Stored data:

·····

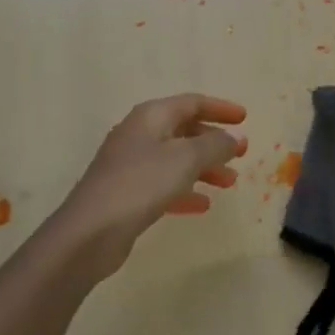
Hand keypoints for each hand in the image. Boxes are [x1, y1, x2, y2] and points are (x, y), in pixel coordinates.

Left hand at [53, 94, 248, 277]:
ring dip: (204, 168)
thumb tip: (234, 138)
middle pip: (184, 130)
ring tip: (229, 183)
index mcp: (151, 116)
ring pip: (176, 159)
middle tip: (240, 155)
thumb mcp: (186, 159)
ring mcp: (130, 165)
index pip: (192, 102)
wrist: (90, 231)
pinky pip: (163, 184)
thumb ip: (215, 145)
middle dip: (214, 142)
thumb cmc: (141, 183)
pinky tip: (202, 205)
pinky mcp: (126, 194)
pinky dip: (185, 190)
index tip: (245, 118)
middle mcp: (139, 134)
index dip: (220, 108)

·····

Work to complete: The answer should hold exactly the lines running from the one with "index pip: (192, 102)" to the final line of the data, both ends counted.

Solution:
index pip: (192, 102)
wrist: (90, 231)
pinky pip: (163, 184)
thumb ip: (215, 145)
middle dip: (214, 142)
thumb cmc: (141, 183)
pinky tip: (202, 205)
pinky mcp: (126, 194)
pinky dip: (185, 190)
index tip: (245, 118)
middle mcp: (139, 134)
index dip: (220, 108)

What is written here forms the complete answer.